US says Iran assisting base attacks, confirms advisors in Israel
The United States accused Iran on Monday of "actively facilitating" attacks on US bases in the Middle East as it confirmed it had sent a small number of military advisors to Israel.
US concerns have been rising about the potential for regional escalation of Israel's war on Gaza, although Washington has rejected calls for a ceasefire as it says that ally Israel has what it calls a "right to self-defence".
Over 5,000 Palestinians have been killed in 16 days of indiscriminate Israeli bombardment of Gaza, including at least 2,00 children.
"Iran continues to support Hamas and Hezbollah, and we know that Iran is closely monitoring these events and, in some cases, actively facilitating these attacks and spurring on others who may want to exploit the conflict for their own good or for that of Iran," National Security Council spokesman John Kirby told reporters at the White House.
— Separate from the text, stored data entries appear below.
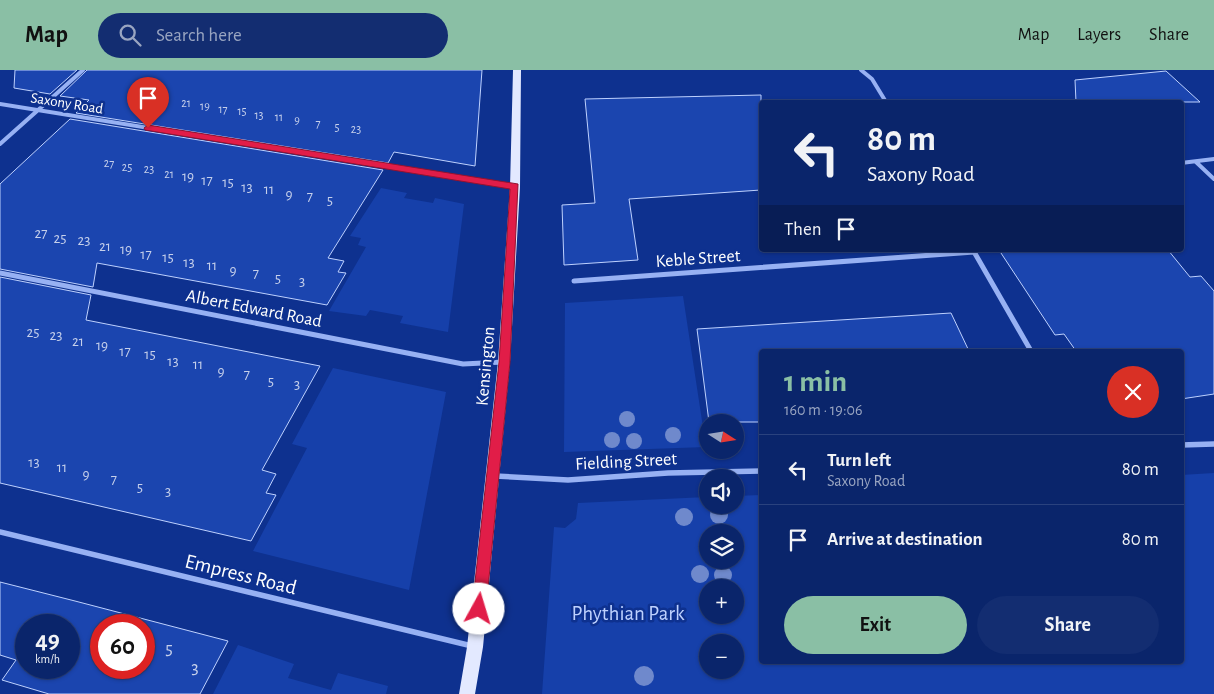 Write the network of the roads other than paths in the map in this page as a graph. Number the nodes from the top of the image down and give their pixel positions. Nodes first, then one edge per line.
1 (83, 70) edge
2 (517, 70) edge
3 (861, 70) edge
4 (885, 100) edge
5 (0, 104) edge
6 (38, 110) junction
7 (0, 144) edge
8 (1214, 160) edge
9 (1196, 162) junction
10 (1184, 164) edge
11 (1214, 179) edge
12 (515, 187) junction
13 (960, 252) edge
14 (974, 252) edge
15 (0, 272) edge
16 (574, 281) dead end
17 (1030, 349) edge
18 (504, 362) junction
19 (1214, 444) edge
20 (1184, 445) edge
21 (759, 471) edge
22 (493, 476) junction
23 (0, 532) edge
24 (475, 647) junction
25 (466, 694) edge

1 - 6 street
2 - 12 main road, Kensington
3 - 4 street
5 - 6 street, Saxony Road
6 - 7 street
6 - 12 street, Saxony Road
8 - 9 street
9 - 10 street
9 - 11 street
12 - 18 main road, Kensington
13 - 16 street, Keble Street
14 - 17 street
15 - 18 street, Albert Edward Road
18 - 22 main road, Kensington
19 - 20 street
21 - 22 street, Fielding Street
22 - 24 main road, Kensington
23 - 24 street, Empress Road
24 - 25 main road, Kensington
"We know Iran's goal is to maintain some level of deniability here, but we're not going to allow them to do that," Kirby added.
Until the flareup in violence, President Joe Biden's administration had hailed a period of relative calm with pro-Iranian militias in the region following quiet talks between US and Iranian officials.
But since Wednesday, at least five rocket and drone attacks have targeted three Iraqi military bases where American troops are stationed as part of the international coalition set up to fight the Islamic State group.
Iran's Shia clerical leaders have proclaimed support for Hamas as well as the Lebanese Shia movement Hezbollah, Shia paramilitary groups in Iraq and Yemen's Houthi rebels.
The United States has promised "unlimited" support to Israel since an October 7 assault by Hamas which killed 1,400 Israelis. Kirby confirmed that the United States has also sent a "few" military advisors to Israel.
The officers have experience in "the sorts of operations that Israel is conducting, and may conduct in the future" and were "over there to share some perspectives," Kirby said.
With conditions dire in Gaza, European Union foreign policy chief Josep Borrell said Monday that he expected the bloc's leaders to call jointly for a "humanitarian pause" to let in assistance.
The United States rejected calls to pause Israel's attacks on Gaza.
A ceasefire would "give Hamas the ability to rest, to refit and to get ready to continue launching terrorist attacks against Israel," State Department spokesman Matthew Miller told reporters.
"You can understand perfectly clearly why that's an intolerable situation for Israel, as it would be an intolerable situation for any country that has suffered such a brutal terrorist attack and continues to see the terrorist threat right on its border," he said.
Miller said that the United States was separately working to ensure a flow of humanitarian relief into Gaza, with a US envoy, David Satterfield, on the ground working "intensively" on aid.